THE PROBLEM: Give the number of lines below that contain the word "edges", and nothing else.
========
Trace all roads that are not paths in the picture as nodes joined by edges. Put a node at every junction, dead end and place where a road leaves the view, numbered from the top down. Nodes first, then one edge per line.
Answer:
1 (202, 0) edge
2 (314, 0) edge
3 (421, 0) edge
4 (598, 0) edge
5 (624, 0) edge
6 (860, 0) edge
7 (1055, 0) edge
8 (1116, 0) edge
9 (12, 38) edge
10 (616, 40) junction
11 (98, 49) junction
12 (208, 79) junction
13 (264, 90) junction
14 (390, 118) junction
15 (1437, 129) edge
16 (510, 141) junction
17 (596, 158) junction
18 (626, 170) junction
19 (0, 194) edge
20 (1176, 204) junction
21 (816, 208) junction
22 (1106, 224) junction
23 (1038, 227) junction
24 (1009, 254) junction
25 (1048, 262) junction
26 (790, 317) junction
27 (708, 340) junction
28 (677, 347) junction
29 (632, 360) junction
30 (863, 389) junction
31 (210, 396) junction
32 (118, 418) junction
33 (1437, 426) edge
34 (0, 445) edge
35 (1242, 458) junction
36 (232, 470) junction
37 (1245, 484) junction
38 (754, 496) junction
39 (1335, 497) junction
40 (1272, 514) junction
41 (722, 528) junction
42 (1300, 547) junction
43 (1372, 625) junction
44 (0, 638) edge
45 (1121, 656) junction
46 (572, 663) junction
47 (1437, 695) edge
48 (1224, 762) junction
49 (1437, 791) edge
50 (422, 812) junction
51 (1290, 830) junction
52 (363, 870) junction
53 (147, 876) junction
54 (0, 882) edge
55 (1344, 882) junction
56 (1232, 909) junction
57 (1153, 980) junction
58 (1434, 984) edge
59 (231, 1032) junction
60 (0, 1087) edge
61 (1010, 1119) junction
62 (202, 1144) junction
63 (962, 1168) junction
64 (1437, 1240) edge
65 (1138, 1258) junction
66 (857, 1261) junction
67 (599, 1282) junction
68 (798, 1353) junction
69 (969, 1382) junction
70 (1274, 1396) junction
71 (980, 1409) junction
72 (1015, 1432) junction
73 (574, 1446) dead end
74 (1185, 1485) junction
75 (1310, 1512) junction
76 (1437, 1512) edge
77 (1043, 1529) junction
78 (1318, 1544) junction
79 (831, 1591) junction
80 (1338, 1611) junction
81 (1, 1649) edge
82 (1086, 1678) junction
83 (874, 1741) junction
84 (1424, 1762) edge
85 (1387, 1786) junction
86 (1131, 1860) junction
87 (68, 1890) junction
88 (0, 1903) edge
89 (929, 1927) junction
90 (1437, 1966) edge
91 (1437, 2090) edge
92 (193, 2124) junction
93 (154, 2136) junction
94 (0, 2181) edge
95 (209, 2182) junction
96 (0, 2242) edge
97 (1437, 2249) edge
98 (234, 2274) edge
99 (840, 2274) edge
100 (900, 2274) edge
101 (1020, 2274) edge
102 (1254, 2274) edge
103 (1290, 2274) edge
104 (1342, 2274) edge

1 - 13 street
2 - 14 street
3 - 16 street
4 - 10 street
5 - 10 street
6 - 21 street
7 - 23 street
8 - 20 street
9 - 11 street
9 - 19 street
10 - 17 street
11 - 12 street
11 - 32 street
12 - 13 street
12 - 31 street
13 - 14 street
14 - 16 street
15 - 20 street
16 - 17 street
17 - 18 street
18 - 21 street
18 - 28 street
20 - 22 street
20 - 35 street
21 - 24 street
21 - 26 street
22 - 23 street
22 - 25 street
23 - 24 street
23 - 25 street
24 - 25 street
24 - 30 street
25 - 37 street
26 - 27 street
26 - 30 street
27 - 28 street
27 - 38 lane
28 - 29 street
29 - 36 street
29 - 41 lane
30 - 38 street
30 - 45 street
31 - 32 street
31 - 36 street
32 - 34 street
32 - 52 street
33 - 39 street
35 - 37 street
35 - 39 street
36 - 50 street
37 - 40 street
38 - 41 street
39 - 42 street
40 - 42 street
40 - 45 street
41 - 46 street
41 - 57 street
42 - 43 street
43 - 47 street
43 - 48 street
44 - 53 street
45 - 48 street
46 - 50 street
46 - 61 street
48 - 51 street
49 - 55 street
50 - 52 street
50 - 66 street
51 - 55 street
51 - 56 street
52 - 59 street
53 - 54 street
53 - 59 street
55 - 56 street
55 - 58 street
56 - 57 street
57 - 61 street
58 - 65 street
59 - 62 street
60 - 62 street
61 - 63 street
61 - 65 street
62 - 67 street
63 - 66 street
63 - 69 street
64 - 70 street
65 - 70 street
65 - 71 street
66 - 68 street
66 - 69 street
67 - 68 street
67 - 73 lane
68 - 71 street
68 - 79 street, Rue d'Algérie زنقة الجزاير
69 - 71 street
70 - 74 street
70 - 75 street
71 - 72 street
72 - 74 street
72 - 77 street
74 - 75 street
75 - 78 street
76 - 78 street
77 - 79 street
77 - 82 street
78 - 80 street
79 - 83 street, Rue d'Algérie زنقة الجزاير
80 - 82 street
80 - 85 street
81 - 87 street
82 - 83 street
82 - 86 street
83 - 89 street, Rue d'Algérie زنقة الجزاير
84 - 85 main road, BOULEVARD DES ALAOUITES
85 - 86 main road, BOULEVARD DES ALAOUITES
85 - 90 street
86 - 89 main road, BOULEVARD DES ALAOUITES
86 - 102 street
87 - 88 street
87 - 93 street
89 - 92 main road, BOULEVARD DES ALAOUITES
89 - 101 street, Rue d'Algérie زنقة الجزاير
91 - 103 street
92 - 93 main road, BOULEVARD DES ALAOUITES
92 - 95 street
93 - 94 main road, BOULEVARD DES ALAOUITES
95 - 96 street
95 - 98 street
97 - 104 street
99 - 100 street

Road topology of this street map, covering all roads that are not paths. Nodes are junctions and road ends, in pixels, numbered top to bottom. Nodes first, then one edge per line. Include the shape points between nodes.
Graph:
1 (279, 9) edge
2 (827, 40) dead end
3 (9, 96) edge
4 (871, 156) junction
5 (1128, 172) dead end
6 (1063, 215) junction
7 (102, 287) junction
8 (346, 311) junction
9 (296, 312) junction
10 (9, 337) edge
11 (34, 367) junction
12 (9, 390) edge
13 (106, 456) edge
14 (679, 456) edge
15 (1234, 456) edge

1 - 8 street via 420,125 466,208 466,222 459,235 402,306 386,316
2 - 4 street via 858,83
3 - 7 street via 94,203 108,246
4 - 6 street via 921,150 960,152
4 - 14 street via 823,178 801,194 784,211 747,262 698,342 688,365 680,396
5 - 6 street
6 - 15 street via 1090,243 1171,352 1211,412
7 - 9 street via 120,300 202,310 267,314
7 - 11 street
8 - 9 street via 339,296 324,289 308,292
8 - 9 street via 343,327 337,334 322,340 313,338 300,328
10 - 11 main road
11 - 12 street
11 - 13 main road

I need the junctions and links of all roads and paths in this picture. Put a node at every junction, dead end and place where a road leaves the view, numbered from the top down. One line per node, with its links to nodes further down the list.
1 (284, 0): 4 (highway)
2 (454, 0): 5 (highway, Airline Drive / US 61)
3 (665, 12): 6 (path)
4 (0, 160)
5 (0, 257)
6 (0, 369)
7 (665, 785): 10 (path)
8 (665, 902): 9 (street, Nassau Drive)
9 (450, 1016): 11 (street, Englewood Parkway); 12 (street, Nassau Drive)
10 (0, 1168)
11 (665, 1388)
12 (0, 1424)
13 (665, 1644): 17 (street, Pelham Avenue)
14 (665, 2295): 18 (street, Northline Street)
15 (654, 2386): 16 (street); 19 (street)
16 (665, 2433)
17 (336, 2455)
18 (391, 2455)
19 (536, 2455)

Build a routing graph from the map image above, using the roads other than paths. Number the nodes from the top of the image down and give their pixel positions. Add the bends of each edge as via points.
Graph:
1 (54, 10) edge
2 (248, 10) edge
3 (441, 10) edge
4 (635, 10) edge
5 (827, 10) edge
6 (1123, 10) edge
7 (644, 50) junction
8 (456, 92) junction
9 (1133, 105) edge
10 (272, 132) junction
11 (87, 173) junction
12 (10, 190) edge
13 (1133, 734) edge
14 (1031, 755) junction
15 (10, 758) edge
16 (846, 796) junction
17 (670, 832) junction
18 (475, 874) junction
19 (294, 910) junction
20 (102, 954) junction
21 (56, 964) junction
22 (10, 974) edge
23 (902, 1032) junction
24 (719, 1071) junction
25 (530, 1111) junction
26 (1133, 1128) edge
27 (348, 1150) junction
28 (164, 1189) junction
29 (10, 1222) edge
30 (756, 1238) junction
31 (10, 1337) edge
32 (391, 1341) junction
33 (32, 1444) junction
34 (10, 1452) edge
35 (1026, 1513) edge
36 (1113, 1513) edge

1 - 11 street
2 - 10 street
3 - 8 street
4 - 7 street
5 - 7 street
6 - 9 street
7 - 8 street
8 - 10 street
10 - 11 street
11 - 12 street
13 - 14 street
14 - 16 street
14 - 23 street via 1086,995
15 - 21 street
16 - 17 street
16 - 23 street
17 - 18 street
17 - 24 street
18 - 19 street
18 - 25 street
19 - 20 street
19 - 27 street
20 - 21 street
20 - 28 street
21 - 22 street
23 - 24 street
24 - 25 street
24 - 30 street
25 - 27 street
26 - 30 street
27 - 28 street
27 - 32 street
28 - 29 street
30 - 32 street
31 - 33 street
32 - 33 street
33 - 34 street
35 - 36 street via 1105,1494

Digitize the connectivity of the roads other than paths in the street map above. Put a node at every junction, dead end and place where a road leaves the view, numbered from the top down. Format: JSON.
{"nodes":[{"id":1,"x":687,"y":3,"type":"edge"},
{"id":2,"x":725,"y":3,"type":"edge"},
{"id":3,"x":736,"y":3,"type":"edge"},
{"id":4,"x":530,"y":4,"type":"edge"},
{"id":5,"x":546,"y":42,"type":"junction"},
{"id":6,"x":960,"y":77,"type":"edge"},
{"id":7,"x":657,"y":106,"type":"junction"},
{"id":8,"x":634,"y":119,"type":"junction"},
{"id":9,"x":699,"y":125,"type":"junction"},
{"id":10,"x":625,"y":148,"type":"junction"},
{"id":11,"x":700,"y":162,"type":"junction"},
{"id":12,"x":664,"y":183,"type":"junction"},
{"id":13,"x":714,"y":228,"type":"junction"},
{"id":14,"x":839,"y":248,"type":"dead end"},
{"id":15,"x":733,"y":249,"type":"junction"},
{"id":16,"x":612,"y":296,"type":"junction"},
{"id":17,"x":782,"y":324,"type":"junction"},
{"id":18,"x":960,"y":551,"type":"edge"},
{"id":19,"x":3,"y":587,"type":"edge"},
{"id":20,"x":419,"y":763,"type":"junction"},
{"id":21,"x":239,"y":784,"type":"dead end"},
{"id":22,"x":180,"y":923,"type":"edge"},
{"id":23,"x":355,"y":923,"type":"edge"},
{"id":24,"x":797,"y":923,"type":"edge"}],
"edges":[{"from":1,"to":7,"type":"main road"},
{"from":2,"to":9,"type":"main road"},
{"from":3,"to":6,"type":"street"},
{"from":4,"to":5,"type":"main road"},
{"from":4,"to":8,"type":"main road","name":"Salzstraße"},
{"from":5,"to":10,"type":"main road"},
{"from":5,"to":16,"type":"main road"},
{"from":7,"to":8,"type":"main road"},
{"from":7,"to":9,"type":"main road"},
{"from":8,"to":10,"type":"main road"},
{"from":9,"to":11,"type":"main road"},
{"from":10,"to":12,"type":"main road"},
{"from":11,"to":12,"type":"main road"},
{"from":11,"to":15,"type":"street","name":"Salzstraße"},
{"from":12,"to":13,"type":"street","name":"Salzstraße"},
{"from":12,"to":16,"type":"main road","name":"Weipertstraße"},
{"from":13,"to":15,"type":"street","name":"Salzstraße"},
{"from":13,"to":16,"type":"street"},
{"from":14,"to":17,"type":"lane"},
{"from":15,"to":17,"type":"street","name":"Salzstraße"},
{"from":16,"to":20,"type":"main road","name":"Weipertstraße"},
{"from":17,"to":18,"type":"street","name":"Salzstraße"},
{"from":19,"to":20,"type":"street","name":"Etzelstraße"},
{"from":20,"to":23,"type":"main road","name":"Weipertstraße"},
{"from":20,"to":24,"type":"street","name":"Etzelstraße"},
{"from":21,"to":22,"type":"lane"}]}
========
THE ANSWER: 2